Each of these clinical phases is described below.
- A Phase 1 trial tests an experimental treatment on a small group of healthy people (20 to 80) to judge its safety and side effects and to find the correct drug dosage. In the case of some products for severe or life-threatening diseases, such as cancer, the initial human testing is often conducted in patients.
- A Phase 2 trial uses more people (100 to 300). This phase aims to preliminary evaluate the efficacy of an experimental drug in patients who have a certain disease or condition. These trials also continue to study safety, including short-term side effects. This phase can last several years.
- A Phase 3 trial are undertaken to further evaluate safety and clinical efficacy, studying different populations and different dosages, using the drug in combination with other drugs. The number of subjects usually ranges from several hundred to about 3,000 people. An experimental drug could be approved for clinical use by regulatory agencies based on the results of a Phase 3 trial or in some instances on earlier phase studies.

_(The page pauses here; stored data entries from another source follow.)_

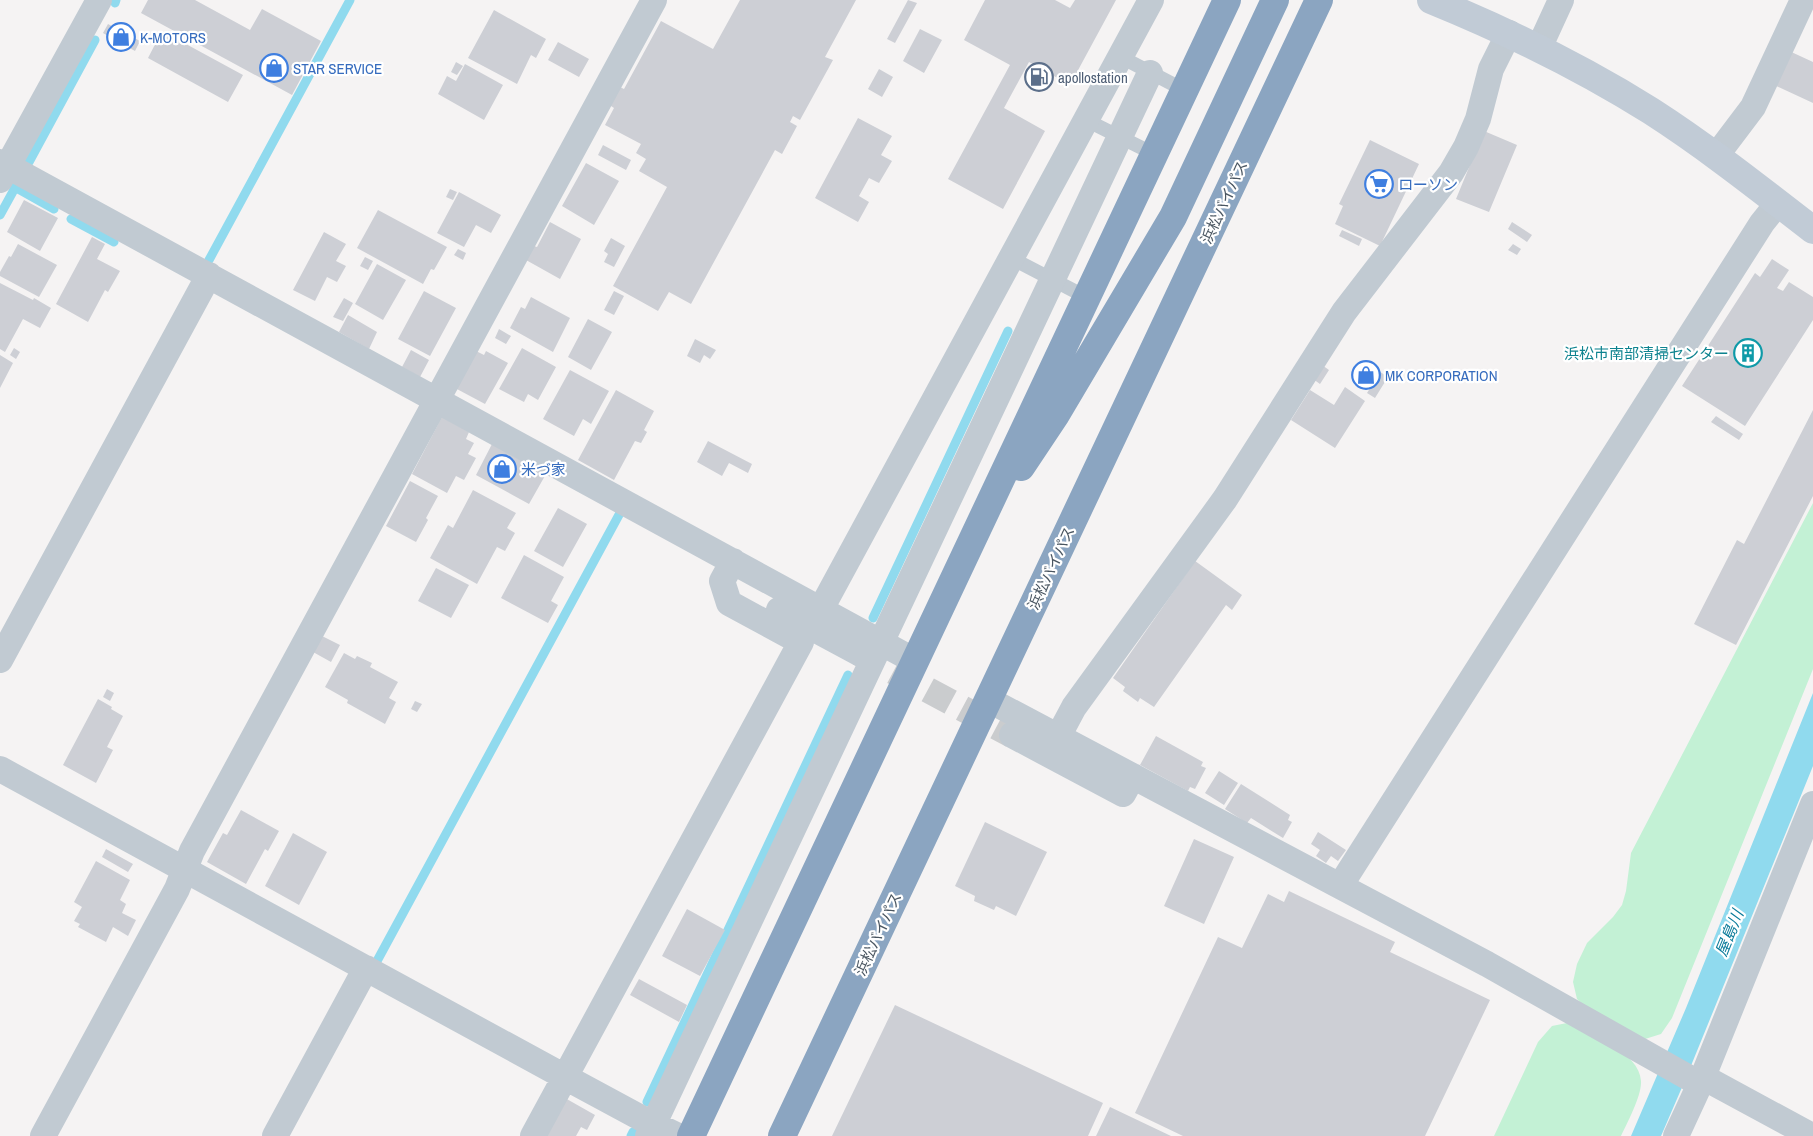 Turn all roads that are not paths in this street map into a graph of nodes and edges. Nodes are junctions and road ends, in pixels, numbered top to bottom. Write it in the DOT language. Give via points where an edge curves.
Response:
graph roads {
  1 [pos="98,0"];
  2 [pos="654,0"];
  3 [pos="1151,0"];
  4 [pos="1227,0"];
  5 [pos="1275,0"];
  6 [pos="1319,0"];
  7 [pos="1431,0"];
  8 [pos="1561,0"];
  9 [pos="1803,0"];
  10 [pos="1509,33"];
  11 [pos="1539,48"];
  12 [pos="1120,57"];
  13 [pos="1150,73"];
  14 [pos="1184,90"];
  15 [pos="1086,120"];
  16 [pos="1119,138"];
  17 [pos="1154,154"];
  18 [pos="1716,156"];
  19 [pos="3,170"];
  20 [pos="1778,203"];
  21 [pos="1813,230"];
  22 [pos="1011,258"];
  23 [pos="208,275"];
  24 [pos="1052,280"];
  25 [pos="1086,297"];
  26 [pos="437,400"];
  27 [pos="968,548"];
  28 [pos="742,566"];
  29 [pos="821,609"];
  30 [pos="870,648"];
  31 [pos="0,660"];
  32 [pos="915,661"];
  33 [pos="989,700"];
  34 [pos="1012,735"];
  35 [pos="1058,737"];
  36 [pos="0,769"];
  37 [pos="1132,776"];
  38 [pos="1813,804"];
  39 [pos="185,870"];
  40 [pos="1340,886"];
  41 [pos="366,968"];
  42 [pos="565,1077"];
  43 [pos="1700,1081"];
  44 [pos="651,1130"];
  45 [pos="43,1136"];
  46 [pos="274,1136"];
  47 [pos="533,1136"];
  48 [pos="678,1136"];
  49 [pos="691,1136"];
  50 [pos="782,1136"];
  51 [pos="1676,1136"];
  52 [pos="1812,1136"];
  1 -- 19 [label="street"];
  2 -- 26 [label="street"];
  3 -- 12 [label="street"];
  4 -- 14 [label="highway"];
  5 -- 27 [label="highway" via="1173,216 1055,416"];
  6 -- 33 [label="highway, 浜松バイパス"];
  7 -- 10 [label="street"];
  8 -- 11 [label="street"];
  9 -- 18 [label="street" via="1753,107"];
  10 -- 11 [label="street"];
  10 -- 35 [label="street" via="1491,69 1478,119 1451,173 1344,312 1225,498 1074,707"];
  11 -- 18 [label="street" via="1651,111"];
  12 -- 13 [label="lane"];
  12 -- 15 [label="street"];
  13 -- 14 [label="lane"];
  13 -- 16 [label="street"];
  14 -- 17 [label="highway"];
  15 -- 16 [label="lane"];
  15 -- 22 [label="street"];
  16 -- 17 [label="lane"];
  16 -- 24 [label="street"];
  17 -- 25 [label="highway"];
  18 -- 20 [label="street"];
  19 -- 23 [label="street"];
  20 -- 21 [label="street"];
  20 -- 40 [label="street" via="1741,256"];
  22 -- 24 [label="lane"];
  22 -- 29 [label="street"];
  23 -- 26 [label="street"];
  23 -- 31 [label="street"];
  24 -- 25 [label="lane"];
  24 -- 30 [label="street"];
  25 -- 27 [label="highway"];
  26 -- 28 [label="street"];
  26 -- 39 [label="street" via="197,842"];
  27 -- 32 [label="highway"];
  28 -- 29 [label="street"];
  28 -- 30 [label="street" via="742,589"];
  28 -- 42 [label="street" via="722,580 729,602 801,642"];
  29 -- 30 [label="street"];
  30 -- 32 [label="street"];
  30 -- 44 [label="street"];
  32 -- 49 [label="highway"];
  33 -- 35 [label="street"];
  33 -- 50 [label="highway, 浜松バイパス"];
  34 -- 37 [label="street" via="1123,794"];
  35 -- 37 [label="street"];
  36 -- 39 [label="street"];
  37 -- 40 [label="street"];
  38 -- 43 [label="street"];
  39 -- 41 [label="street"];
  39 -- 45 [label="street"];
  40 -- 43 [label="street"];
  41 -- 42 [label="street"];
  41 -- 46 [label="street"];
  42 -- 44 [label="street"];
  42 -- 47 [label="street"];
  43 -- 51 [label="street"];
  43 -- 52 [label="street"];
  44 -- 48 [label="street"];
} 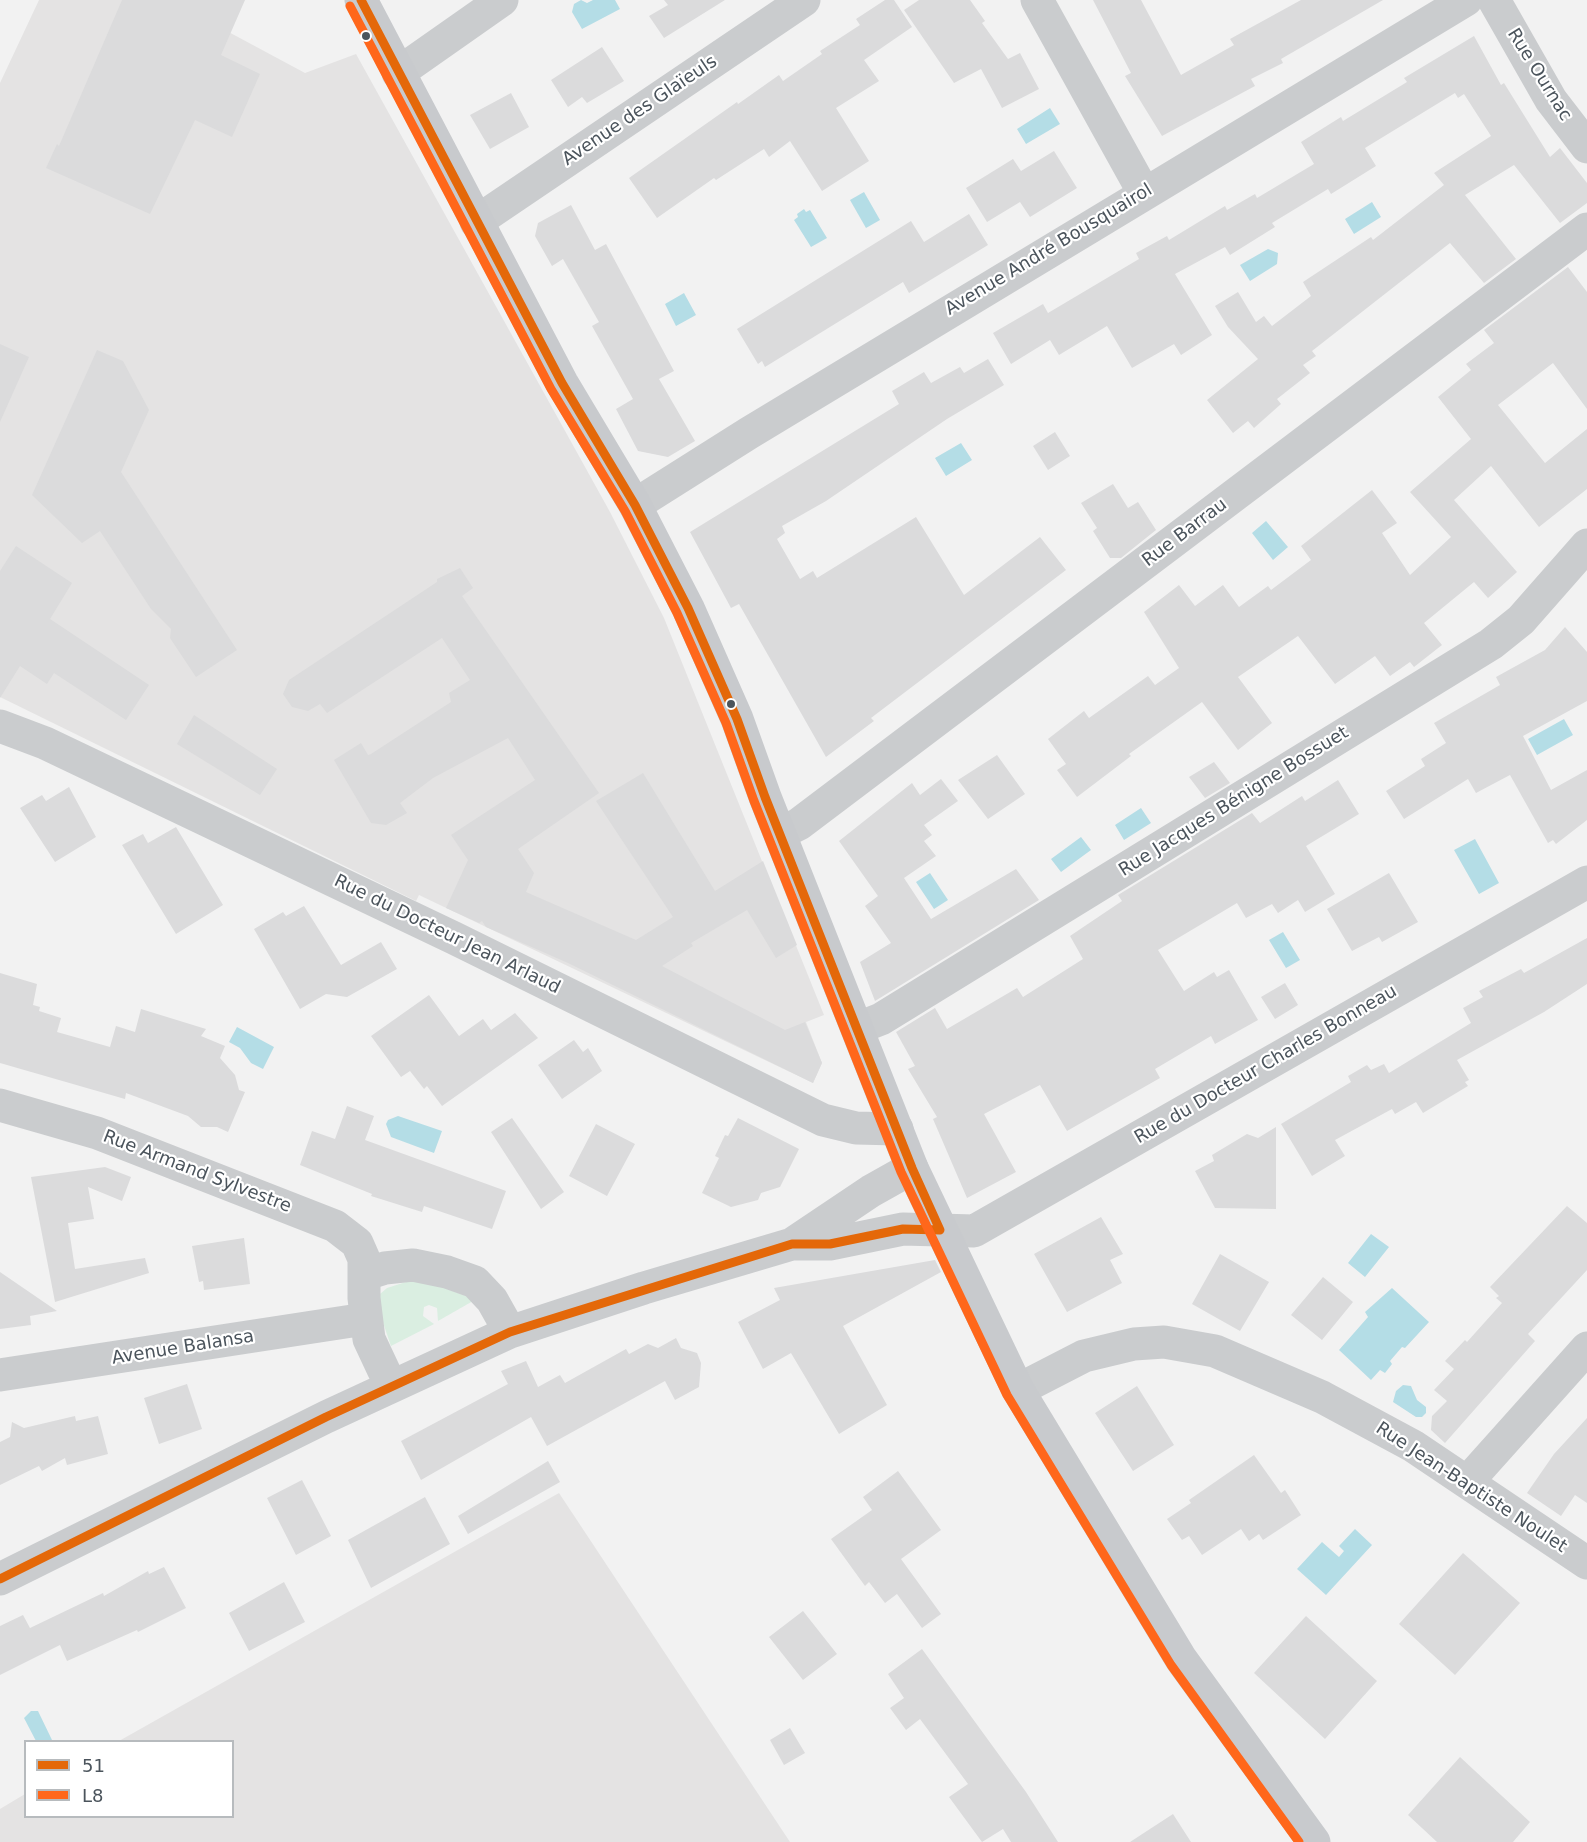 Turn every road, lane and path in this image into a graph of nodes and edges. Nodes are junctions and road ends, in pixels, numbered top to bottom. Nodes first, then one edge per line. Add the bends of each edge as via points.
1 (361, 0) edge
2 (502, 0) edge
3 (804, 0) edge
4 (1037, 0) edge
5 (1466, 0) edge
6 (1494, 0) edge
7 (398, 73) junction
8 (1587, 147) edge
9 (1144, 193) junction
10 (476, 222) junction
11 (1587, 229) edge
12 (635, 505) junction
13 (1587, 546) edge
14 (0, 726) edge
15 (781, 833) junction
16 (1587, 882) edge
17 (858, 1028) junction
18 (0, 1105) edge
19 (897, 1129) junction
20 (912, 1168) junction
21 (940, 1230) junction
22 (792, 1244) junction
23 (366, 1274) junction
24 (365, 1319) junction
25 (510, 1332) junction
26 (1587, 1348) edge
27 (0, 1375) edge
28 (391, 1386) junction
29 (1018, 1390) junction
30 (1468, 1481) junction
31 (1587, 1563) edge
32 (0, 1579) edge
33 (1314, 1842) edge

1 - 7 main road
2 - 7 street
3 - 10 street, Avenue des Glaïeuls
4 - 9 street
5 - 9 street, Avenue André Bousquairol
6 - 8 street, Rue Ournac via 1551,100
7 - 10 main road
9 - 12 street, Avenue André Bousquairol
10 - 12 main road via 562,383
11 - 15 street, Rue Barrau via 800,824
12 - 15 main road via 719,674
13 - 17 street, Rue Jacques Bénigne Bossuet via 1521,620 1491,644 881,1019
14 - 19 street, Rue du Docteur Jean Arlaud via 45,743 454,938 824,1120 856,1128
15 - 17 main road
16 - 21 street, Rue du Docteur Charles Bonneau via 995,1220 974,1231
17 - 19 main road
18 - 23 street, Rue Armand Sylvestre via 97,1133 335,1226 357,1243
19 - 20 main road
20 - 21 main road
20 - 22 street
21 - 22 street, Rue du Docteur Charles Bonneau via 903,1229 830,1244
21 - 29 main road
22 - 25 street
23 - 24 street, Rue Armand Sylvestre
23 - 25 street via 413,1266 475,1282 492,1300
24 - 27 street, Avenue Balansa
24 - 28 street, Rue Armand Sylvestre via 369,1339
25 - 28 street
26 - 30 street
28 - 32 street
29 - 30 street, Rue Jean-Baptiste Noulet via 1084,1356 1134,1344 1188,1345 1252,1365 1322,1397
29 - 33 main road via 1181,1659
30 - 31 street, Rue Jean-Baptiste Noulet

- Post-approval trials, sometimes referred to as Phase 4 studies, may be conducted after initial marketing approval. These trials are used to gain additional experience from the treatment of patients in the intended therapeutic indication. In certain instances, the applicable regulator may mandate the performance of Phase 4 clinical trials as a condition of approval.
In specific situations, certain phases of development can be merged or even skipped when clear signs of efficacy emerge in the early phases of development and the potential new treatment is designed for patients with major unmet medical needs. However, these deviations from the standard pattern of development must be discussed and approved by health authorities.
The following list of possible benefits and risks is not exhaustive. The informed consent form of a clinical study would specify the possible benefits and risks of that particular clinical study.
Possible Benefits
- Gaining access to innovative, new, investigational medicines that may not be available outside of the clinical study setting
- Helping to make a difference in the lives of others affected by the same disease or condition
Possible Risks
- Increasing demand for your time due to the potential for more visits to the clinical study site, hospital, or treatment center
- Experiencing side effects from the study medication or study procedures, which may range from minor to serious or life-threatening
As with any decision that affects your health, it’s important to discuss the benefits and risks of clinical study participation with your physician. Although the decision of whether or not to participate is ultimately yours, it’s important to make sure that you understand everything that is involved. Talk with your oncologist, your family, healthcare professionals. Ask questions and discuss your concerns.
To participate in a clinical trial, patients must meet specific eligibility criteria. These criteria help researchers identify appropriate candidates for participation and are designed to promote safety and accuracy of study results. The criteria may allow or prevent participation.
Patients should discuss this with their physician and oncologist if they wish to be included in a clinical trial.